XHCAN-FM
- Cancún, Quintana Roo; Mexico;
- Frequency: 97.5 FM (HD Radio)
- Branding: Máxima

Programming
- Format: Top 40 (CHR)

Ownership
- Owner: Radio S.A.; (Roberto Martínez Vara y López Portillo);

History
- Former frequencies: 107.5 FM (to 2014), 97.5 FM (November 2014-April 2015), 97.7 FM (April 2015-September 22, 2016)
- Call sign meaning: Cancún

Technical information
- ERP: 3 kW

Links
- Webcast: Listen live
- Website: maxplay.com.mx

= XHCAN-FM =

Radio station in Cancún, Quintana Roo, Mexico

XHCAN-FM is a radio station in Cancún, Quintana Roo, Mexico. It broadcasts on 97.5 FM and is known as Máxima with a pop format.

==History==
On September 3, 1982, the Secretary of Communications and Transport published an accord in the Diario Oficial de la Federación making available for commercial use XHCAN-FM on 107.5 MHz in Cancún, Quintana Roo. Out of several bidders for the frequency, in November, Roberto Martínez Vara y López Portillo was selected to proceed to obtain a concession for the station.

However, several concessionaires objected. Given that the concessionaire of the station was the nephew of José López Portillo, the outgoing president of Mexico, media watchers and the rival suitors for the station raised the alarm. Proceso quipped that "the government of José López Portillo ended as it began". Five concessionaires objected after the awarding of the concession to Vara y López Portillo, with four of them also expressing concern in a letter to the SCT in 1995. The case now went through the Mexican court system.

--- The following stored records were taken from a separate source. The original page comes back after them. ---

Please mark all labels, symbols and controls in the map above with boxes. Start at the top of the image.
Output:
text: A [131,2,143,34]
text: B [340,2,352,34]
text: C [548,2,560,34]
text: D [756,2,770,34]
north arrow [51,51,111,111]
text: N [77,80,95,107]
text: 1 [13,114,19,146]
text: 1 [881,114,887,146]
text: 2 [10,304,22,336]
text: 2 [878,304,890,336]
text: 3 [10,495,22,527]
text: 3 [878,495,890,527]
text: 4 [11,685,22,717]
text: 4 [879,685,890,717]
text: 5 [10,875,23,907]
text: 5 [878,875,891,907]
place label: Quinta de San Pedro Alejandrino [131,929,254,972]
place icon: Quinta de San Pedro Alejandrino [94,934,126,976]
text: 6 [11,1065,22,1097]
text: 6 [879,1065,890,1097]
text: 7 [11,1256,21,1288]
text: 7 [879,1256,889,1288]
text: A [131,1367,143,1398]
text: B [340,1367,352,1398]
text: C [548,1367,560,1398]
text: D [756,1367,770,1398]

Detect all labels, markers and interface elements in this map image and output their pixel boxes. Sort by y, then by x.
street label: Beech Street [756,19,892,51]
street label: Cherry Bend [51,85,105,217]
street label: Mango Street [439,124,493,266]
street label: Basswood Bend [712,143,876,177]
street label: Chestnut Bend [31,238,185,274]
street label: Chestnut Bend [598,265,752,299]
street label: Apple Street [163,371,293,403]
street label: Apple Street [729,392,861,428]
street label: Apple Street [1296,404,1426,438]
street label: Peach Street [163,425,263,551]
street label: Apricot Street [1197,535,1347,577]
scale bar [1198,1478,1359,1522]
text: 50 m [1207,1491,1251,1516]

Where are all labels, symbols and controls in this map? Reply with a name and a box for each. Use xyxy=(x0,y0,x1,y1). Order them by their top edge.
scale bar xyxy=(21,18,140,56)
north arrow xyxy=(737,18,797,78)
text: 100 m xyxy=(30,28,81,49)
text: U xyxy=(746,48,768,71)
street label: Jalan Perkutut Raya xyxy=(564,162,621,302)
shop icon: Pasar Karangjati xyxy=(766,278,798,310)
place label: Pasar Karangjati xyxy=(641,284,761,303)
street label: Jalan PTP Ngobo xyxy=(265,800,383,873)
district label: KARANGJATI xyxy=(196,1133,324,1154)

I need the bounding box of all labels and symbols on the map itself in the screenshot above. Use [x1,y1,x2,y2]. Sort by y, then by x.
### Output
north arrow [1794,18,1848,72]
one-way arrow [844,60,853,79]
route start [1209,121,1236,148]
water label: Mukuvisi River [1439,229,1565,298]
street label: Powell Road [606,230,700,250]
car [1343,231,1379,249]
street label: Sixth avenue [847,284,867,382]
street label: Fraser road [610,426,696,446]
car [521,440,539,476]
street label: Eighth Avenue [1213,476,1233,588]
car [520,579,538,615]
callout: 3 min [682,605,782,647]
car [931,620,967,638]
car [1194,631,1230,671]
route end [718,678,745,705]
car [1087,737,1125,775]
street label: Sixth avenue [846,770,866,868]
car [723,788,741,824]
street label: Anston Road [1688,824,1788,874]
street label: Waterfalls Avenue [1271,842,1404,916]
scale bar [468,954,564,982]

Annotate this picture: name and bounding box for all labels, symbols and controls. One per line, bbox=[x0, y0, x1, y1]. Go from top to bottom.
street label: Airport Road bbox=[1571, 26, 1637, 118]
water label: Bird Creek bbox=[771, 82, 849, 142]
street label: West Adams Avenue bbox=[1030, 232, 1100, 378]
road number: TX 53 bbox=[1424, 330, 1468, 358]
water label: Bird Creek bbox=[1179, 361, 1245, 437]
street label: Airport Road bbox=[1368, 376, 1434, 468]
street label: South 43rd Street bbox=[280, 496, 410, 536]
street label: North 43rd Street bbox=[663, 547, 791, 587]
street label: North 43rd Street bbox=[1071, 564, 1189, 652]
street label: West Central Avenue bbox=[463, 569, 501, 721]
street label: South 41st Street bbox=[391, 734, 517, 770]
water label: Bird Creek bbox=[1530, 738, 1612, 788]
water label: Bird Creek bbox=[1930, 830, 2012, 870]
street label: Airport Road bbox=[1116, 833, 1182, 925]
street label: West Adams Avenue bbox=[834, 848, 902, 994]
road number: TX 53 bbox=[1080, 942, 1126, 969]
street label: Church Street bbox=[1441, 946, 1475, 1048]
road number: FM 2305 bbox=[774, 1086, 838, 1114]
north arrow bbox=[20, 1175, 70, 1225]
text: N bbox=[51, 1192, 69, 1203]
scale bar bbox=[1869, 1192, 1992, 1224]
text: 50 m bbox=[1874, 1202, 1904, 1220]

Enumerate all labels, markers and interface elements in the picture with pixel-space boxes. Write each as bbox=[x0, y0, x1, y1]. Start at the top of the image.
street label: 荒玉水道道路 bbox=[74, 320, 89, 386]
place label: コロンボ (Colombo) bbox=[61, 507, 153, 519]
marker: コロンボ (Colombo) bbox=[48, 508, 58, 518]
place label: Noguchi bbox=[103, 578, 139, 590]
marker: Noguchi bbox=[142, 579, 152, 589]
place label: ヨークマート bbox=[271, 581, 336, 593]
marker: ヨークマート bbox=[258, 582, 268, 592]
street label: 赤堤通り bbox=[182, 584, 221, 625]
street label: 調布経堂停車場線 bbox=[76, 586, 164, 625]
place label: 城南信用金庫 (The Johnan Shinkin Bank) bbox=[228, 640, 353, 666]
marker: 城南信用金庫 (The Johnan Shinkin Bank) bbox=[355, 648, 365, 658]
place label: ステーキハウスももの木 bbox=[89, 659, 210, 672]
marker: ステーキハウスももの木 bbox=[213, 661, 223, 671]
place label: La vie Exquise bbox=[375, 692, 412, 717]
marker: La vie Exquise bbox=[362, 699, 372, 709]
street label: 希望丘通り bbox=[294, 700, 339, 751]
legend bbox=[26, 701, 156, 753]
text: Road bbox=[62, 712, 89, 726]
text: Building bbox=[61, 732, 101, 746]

In 1997, two court rulings in Mexico City and Quintana Roo offered Vara y López Portillo an amparo to continue with the process of applying for the concession. In an administrative resolution dated May 12, 1997, the SCT denied the concession, on the grounds that the applicant "did not guarantee the social interest" by proceeding to install and operate the radio station. Vara y López Portillo and the SCT battled in the courts. In 2002, the General Directorate for Radio, Television and Film, part of SEGOB, advised the SCT that it felt that commercial operation of a radio station without concession or permit did not affect the social interest. Thus, in June 2003, the SCT upheld its initial 1997 resolution, but the court battle continued to drag on, as courts declared various resolutions null and void.

Finally, in 2010, the concession was obtained and the station signed on as "Cancún FM 107.5". It moved to 97.5 MHz in November 2014, 97.7 MHz in April 2015, and back to 97.5 on September 22, 2016. Radio S.A. operates the station.